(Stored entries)

• • • • •

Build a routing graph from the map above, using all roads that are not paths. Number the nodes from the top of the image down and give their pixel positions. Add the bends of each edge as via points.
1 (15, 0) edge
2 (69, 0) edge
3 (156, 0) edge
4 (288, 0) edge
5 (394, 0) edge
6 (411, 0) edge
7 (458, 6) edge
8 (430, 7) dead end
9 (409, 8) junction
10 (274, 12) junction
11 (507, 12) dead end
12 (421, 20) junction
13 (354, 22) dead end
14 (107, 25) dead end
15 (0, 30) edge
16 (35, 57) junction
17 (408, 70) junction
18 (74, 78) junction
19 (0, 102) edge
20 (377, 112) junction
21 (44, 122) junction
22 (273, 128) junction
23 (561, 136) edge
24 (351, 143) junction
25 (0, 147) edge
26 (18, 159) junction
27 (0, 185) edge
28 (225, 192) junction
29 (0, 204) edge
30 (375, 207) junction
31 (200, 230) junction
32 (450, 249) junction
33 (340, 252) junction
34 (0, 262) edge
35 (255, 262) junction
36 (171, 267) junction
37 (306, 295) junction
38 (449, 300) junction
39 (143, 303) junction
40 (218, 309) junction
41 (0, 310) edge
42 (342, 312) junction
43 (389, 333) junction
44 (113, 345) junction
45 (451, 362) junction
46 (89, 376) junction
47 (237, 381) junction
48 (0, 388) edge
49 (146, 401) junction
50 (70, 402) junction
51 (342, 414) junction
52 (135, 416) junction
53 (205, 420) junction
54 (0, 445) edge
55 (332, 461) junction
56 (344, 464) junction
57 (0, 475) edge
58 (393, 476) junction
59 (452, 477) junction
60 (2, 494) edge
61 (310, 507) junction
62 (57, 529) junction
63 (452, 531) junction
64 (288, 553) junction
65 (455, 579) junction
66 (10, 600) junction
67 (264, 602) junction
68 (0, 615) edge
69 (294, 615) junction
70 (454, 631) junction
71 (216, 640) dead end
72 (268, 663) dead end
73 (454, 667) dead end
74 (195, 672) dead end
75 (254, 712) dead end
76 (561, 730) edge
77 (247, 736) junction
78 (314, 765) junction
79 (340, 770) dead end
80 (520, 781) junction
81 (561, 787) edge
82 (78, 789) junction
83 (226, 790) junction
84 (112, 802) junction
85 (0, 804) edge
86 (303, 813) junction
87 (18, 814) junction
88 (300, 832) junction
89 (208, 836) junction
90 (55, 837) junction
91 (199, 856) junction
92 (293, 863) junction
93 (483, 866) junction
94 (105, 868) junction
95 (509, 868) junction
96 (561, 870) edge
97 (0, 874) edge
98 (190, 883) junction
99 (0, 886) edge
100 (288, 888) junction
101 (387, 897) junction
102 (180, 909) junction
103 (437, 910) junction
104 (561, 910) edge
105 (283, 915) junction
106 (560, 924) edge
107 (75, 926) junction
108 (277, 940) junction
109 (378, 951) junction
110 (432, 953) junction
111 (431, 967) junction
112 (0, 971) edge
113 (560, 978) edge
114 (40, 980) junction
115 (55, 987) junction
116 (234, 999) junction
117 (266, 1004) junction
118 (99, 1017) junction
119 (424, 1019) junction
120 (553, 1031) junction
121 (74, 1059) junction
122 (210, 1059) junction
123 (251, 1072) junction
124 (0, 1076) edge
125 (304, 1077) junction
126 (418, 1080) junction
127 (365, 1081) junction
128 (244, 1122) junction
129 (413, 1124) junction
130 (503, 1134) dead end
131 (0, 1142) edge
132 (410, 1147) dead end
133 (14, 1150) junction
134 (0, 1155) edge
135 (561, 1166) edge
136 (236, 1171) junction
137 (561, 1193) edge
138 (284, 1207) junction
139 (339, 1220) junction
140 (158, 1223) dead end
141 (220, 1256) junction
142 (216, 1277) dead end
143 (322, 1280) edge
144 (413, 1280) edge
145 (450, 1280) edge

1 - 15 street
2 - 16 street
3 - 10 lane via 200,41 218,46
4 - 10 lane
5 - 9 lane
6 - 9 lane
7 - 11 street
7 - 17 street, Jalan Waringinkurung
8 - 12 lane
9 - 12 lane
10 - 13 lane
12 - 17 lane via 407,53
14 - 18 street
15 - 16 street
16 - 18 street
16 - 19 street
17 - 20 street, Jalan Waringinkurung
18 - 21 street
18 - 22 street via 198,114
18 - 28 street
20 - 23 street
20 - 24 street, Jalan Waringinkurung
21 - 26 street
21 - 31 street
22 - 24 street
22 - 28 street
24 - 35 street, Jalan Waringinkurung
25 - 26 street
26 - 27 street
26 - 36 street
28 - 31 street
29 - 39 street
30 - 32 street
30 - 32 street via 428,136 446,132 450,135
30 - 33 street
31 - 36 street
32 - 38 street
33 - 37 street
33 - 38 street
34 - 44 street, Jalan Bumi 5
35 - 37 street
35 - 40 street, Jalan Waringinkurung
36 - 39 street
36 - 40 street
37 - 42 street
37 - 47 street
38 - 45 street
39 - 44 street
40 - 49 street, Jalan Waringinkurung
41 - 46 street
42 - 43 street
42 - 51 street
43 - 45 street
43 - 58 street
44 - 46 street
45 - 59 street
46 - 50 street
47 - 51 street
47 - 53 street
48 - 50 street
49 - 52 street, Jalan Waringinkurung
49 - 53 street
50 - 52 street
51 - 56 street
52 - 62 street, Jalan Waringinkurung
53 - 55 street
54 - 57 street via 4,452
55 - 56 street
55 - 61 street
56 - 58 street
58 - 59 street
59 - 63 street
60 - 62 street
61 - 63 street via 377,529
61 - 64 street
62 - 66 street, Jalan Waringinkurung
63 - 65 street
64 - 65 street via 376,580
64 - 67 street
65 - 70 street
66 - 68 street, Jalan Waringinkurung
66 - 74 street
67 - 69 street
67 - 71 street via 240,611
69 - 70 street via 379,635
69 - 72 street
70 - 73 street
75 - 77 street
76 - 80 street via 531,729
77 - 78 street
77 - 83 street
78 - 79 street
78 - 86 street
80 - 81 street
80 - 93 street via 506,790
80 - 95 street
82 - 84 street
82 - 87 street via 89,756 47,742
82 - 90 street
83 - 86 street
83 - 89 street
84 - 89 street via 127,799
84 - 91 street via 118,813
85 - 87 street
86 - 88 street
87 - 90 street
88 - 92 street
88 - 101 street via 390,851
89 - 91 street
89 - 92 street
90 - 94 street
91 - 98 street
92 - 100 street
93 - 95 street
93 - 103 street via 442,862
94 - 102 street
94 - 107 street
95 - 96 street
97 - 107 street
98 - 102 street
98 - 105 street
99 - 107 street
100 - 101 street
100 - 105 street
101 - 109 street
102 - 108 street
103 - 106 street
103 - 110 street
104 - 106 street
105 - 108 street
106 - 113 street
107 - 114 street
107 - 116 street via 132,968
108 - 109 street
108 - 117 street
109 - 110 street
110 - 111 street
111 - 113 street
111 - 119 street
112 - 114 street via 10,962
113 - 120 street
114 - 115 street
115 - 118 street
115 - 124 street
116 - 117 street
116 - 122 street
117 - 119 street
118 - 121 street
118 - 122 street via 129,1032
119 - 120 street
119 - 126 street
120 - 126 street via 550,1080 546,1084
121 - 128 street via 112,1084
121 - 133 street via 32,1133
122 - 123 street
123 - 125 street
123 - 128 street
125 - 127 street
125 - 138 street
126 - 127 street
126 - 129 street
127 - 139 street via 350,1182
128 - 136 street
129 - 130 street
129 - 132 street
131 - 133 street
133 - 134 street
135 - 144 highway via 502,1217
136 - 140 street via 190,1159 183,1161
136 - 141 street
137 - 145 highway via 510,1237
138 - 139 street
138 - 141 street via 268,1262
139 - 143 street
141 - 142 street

• • • • •

◆ YOUR TASK: Nothing in the data should be left out when you retype it exactly.

◆ TASK OUTPUT:
Build a routing graph from the map above, using all roads that are not paths. Number the nodes from the top of the image down and give their pixel positions. Add the bends of each edge as via points.
1 (15, 0) edge
2 (69, 0) edge
3 (156, 0) edge
4 (288, 0) edge
5 (394, 0) edge
6 (411, 0) edge
7 (458, 6) edge
8 (430, 7) dead end
9 (409, 8) junction
10 (274, 12) junction
11 (507, 12) dead end
12 (421, 20) junction
13 (354, 22) dead end
14 (107, 25) dead end
15 (0, 30) edge
16 (35, 57) junction
17 (408, 70) junction
18 (74, 78) junction
19 (0, 102) edge
20 (377, 112) junction
21 (44, 122) junction
22 (273, 128) junction
23 (561, 136) edge
24 (351, 143) junction
25 (0, 147) edge
26 (18, 159) junction
27 (0, 185) edge
28 (225, 192) junction
29 (0, 204) edge
30 (375, 207) junction
31 (200, 230) junction
32 (450, 249) junction
33 (340, 252) junction
34 (0, 262) edge
35 (255, 262) junction
36 (171, 267) junction
37 (306, 295) junction
38 (449, 300) junction
39 (143, 303) junction
40 (218, 309) junction
41 (0, 310) edge
42 (342, 312) junction
43 (389, 333) junction
44 (113, 345) junction
45 (451, 362) junction
46 (89, 376) junction
47 (237, 381) junction
48 (0, 388) edge
49 (146, 401) junction
50 (70, 402) junction
51 (342, 414) junction
52 (135, 416) junction
53 (205, 420) junction
54 (0, 445) edge
55 (332, 461) junction
56 (344, 464) junction
57 (0, 475) edge
58 (393, 476) junction
59 (452, 477) junction
60 (2, 494) edge
61 (310, 507) junction
62 (57, 529) junction
63 (452, 531) junction
64 (288, 553) junction
65 (455, 579) junction
66 (10, 600) junction
67 (264, 602) junction
68 (0, 615) edge
69 (294, 615) junction
70 (454, 631) junction
71 (216, 640) dead end
72 (268, 663) dead end
73 (454, 667) dead end
74 (195, 672) dead end
75 (254, 712) dead end
76 (561, 730) edge
77 (247, 736) junction
78 (314, 765) junction
79 (340, 770) dead end
80 (520, 781) junction
81 (561, 787) edge
82 (78, 789) junction
83 (226, 790) junction
84 (112, 802) junction
85 (0, 804) edge
86 (303, 813) junction
87 (18, 814) junction
88 (300, 832) junction
89 (208, 836) junction
90 (55, 837) junction
91 (199, 856) junction
92 (293, 863) junction
93 (483, 866) junction
94 (105, 868) junction
95 (509, 868) junction
96 (561, 870) edge
97 (0, 874) edge
98 (190, 883) junction
99 (0, 886) edge
100 (288, 888) junction
101 (387, 897) junction
102 (180, 909) junction
103 (437, 910) junction
104 (561, 910) edge
105 (283, 915) junction
106 (560, 924) edge
107 (75, 926) junction
108 (277, 940) junction
109 (378, 951) junction
110 (432, 953) junction
111 (431, 967) junction
112 (0, 971) edge
113 (560, 978) edge
114 (40, 980) junction
115 (55, 987) junction
116 (234, 999) junction
117 (266, 1004) junction
118 (99, 1017) junction
119 (424, 1019) junction
120 (553, 1031) junction
121 (74, 1059) junction
122 (210, 1059) junction
123 (251, 1072) junction
124 (0, 1076) edge
125 (304, 1077) junction
126 (418, 1080) junction
127 (365, 1081) junction
128 (244, 1122) junction
129 (413, 1124) junction
130 (503, 1134) dead end
131 (0, 1142) edge
132 (410, 1147) dead end
133 (14, 1150) junction
134 (0, 1155) edge
135 (561, 1166) edge
136 (236, 1171) junction
137 (561, 1193) edge
138 (284, 1207) junction
139 (339, 1220) junction
140 (158, 1223) dead end
141 (220, 1256) junction
142 (216, 1277) dead end
143 (322, 1280) edge
144 (413, 1280) edge
145 (450, 1280) edge

1 - 15 street
2 - 16 street
3 - 10 lane via 200,41 218,46
4 - 10 lane
5 - 9 lane
6 - 9 lane
7 - 11 street
7 - 17 street, Jalan Waringinkurung
8 - 12 lane
9 - 12 lane
10 - 13 lane
12 - 17 lane via 407,53
14 - 18 street
15 - 16 street
16 - 18 street
16 - 19 street
17 - 20 street, Jalan Waringinkurung
18 - 21 street
18 - 22 street via 198,114
18 - 28 street
20 - 23 street
20 - 24 street, Jalan Waringinkurung
21 - 26 street
21 - 31 street
22 - 24 street
22 - 28 street
24 - 35 street, Jalan Waringinkurung
25 - 26 street
26 - 27 street
26 - 36 street
28 - 31 street
29 - 39 street
30 - 32 street
30 - 32 street via 428,136 446,132 450,135
30 - 33 street
31 - 36 street
32 - 38 street
33 - 37 street
33 - 38 street
34 - 44 street, Jalan Bumi 5
35 - 37 street
35 - 40 street, Jalan Waringinkurung
36 - 39 street
36 - 40 street
37 - 42 street
37 - 47 street
38 - 45 street
39 - 44 street
40 - 49 street, Jalan Waringinkurung
41 - 46 street
42 - 43 street
42 - 51 street
43 - 45 street
43 - 58 street
44 - 46 street
45 - 59 street
46 - 50 street
47 - 51 street
47 - 53 street
48 - 50 street
49 - 52 street, Jalan Waringinkurung
49 - 53 street
50 - 52 street
51 - 56 street
52 - 62 street, Jalan Waringinkurung
53 - 55 street
54 - 57 street via 4,452
55 - 56 street
55 - 61 street
56 - 58 street
58 - 59 street
59 - 63 street
60 - 62 street
61 - 63 street via 377,529
61 - 64 street
62 - 66 street, Jalan Waringinkurung
63 - 65 street
64 - 65 street via 376,580
64 - 67 street
65 - 70 street
66 - 68 street, Jalan Waringinkurung
66 - 74 street
67 - 69 street
67 - 71 street via 240,611
69 - 70 street via 379,635
69 - 72 street
70 - 73 street
75 - 77 street
76 - 80 street via 531,729
77 - 78 street
77 - 83 street
78 - 79 street
78 - 86 street
80 - 81 street
80 - 93 street via 506,790
80 - 95 street
82 - 84 street
82 - 87 street via 89,756 47,742
82 - 90 street
83 - 86 street
83 - 89 street
84 - 89 street via 127,799
84 - 91 street via 118,813
85 - 87 street
86 - 88 street
87 - 90 street
88 - 92 street
88 - 101 street via 390,851
89 - 91 street
89 - 92 street
90 - 94 street
91 - 98 street
92 - 100 street
93 - 95 street
93 - 103 street via 442,862
94 - 102 street
94 - 107 street
95 - 96 street
97 - 107 street
98 - 102 street
98 - 105 street
99 - 107 street
100 - 101 street
100 - 105 street
101 - 109 street
102 - 108 street
103 - 106 street
103 - 110 street
104 - 106 street
105 - 108 street
106 - 113 street
107 - 114 street
107 - 116 street via 132,968
108 - 109 street
108 - 117 street
109 - 110 street
110 - 111 street
111 - 113 street
111 - 119 street
112 - 114 street via 10,962
113 - 120 street
114 - 115 street
115 - 118 street
115 - 124 street
116 - 117 street
116 - 122 street
117 - 119 street
118 - 121 street
118 - 122 street via 129,1032
119 - 120 street
119 - 126 street
120 - 126 street via 550,1080 546,1084
121 - 128 street via 112,1084
121 - 133 street via 32,1133
122 - 123 street
123 - 125 street
123 - 128 street
125 - 127 street
125 - 138 street
126 - 127 street
126 - 129 street
127 - 139 street via 350,1182
128 - 136 street
129 - 130 street
129 - 132 street
131 - 133 street
133 - 134 street
135 - 144 highway via 502,1217
136 - 140 street via 190,1159 183,1161
136 - 141 street
137 - 145 highway via 510,1237
138 - 139 street
138 - 141 street via 268,1262
139 - 143 street
141 - 142 street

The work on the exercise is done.